Bianca Weinstock-Guttman, MD, UB associate professor of neurology/Jacobs Neurological Institute and director of the Baird Multiple Sclerosis Center, is first author on the study, commented “Clinical studies are necessary to assess vitamin D supplementation and the underlying mechanism that contributes to MS disease progression.”

Vitamin D status that may be lower than normal is apparently associated with a higher risk of developing MS. However, there appears to be very little information about its link with cognitive impairment. Sarah A. Morrow, MD, UB assistant research professor of neurology/Jacobs Neurological Institute and lead author on the cognitive-impairment study tried to gain a better understanding of this. She examined in contrast vitamin D levels in blood samples of 136 MS patients with the outcomes of their neuropsychological assessments that quizzed multiple types of cognition affected by MS.
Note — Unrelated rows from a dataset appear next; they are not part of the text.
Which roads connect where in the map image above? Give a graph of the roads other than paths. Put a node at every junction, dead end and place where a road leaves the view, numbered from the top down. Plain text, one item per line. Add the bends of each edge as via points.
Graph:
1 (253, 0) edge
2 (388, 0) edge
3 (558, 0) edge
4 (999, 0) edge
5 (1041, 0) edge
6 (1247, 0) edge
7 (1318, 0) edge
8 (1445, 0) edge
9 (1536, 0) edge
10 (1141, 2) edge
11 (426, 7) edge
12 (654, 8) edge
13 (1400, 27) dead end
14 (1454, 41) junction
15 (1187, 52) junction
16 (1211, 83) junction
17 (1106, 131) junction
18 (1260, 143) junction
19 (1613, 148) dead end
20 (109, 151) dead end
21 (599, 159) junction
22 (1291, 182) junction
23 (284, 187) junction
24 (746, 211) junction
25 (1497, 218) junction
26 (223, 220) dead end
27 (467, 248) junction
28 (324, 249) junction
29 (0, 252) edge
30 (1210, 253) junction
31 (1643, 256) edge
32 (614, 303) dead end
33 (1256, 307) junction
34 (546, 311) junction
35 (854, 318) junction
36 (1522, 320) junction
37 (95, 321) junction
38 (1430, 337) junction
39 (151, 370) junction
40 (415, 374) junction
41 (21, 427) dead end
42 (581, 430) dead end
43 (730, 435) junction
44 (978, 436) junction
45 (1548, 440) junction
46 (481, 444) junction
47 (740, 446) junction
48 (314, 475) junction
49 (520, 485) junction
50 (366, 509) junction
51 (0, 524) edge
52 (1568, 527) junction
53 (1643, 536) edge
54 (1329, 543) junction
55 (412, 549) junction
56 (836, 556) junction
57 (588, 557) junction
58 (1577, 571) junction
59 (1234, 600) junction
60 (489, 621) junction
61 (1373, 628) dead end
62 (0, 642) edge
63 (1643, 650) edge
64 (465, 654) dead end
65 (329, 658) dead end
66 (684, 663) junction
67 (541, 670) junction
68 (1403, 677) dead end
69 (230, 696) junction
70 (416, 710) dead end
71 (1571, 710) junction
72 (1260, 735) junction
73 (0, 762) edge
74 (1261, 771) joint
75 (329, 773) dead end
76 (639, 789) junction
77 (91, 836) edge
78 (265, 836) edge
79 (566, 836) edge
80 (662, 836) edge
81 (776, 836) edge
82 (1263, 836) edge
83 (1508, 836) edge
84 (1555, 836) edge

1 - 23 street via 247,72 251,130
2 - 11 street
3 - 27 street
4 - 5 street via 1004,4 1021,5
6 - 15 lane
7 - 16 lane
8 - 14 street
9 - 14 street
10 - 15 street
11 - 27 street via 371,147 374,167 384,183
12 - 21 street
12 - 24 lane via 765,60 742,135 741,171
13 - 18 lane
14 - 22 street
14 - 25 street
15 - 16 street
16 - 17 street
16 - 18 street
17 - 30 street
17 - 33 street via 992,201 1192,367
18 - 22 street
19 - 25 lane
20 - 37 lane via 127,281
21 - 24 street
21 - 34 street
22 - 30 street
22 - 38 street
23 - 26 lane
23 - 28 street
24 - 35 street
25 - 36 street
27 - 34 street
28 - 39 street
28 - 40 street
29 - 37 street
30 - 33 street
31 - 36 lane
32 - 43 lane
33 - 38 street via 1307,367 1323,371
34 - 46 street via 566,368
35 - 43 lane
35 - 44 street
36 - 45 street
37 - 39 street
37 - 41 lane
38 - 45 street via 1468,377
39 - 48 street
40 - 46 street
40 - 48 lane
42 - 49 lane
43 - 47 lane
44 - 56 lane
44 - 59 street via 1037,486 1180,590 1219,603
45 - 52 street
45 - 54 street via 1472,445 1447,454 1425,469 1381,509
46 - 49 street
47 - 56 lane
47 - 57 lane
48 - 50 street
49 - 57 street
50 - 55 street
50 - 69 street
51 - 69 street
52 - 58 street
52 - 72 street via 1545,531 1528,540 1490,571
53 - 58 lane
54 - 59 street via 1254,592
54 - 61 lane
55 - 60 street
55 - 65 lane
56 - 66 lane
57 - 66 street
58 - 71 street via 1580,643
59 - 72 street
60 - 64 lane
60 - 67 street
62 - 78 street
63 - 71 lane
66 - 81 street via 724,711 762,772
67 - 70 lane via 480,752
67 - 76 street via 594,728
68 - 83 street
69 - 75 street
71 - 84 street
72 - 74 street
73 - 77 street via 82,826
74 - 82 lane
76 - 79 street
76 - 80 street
“Results showed that MS patients who were impaired on tests of executive function –critical reasoning and abstract thinking — and the ability to plan and organize, were more likely to be deficient in vitamin D,” said Morrow. “This relationship held true when controlling for the season during which vitamin D was measured, as well as depression, which is known to be associated with lower vitamin D levels.”

Morrow observed that when vitamin D levels are not sufficient, verbal fluency and visual-spatial memory may also have a higher likelihood of being affected. Morrow is carrying on her investigation to clarify these associations.

These results have been reported at the American Academy of Neurology meeting.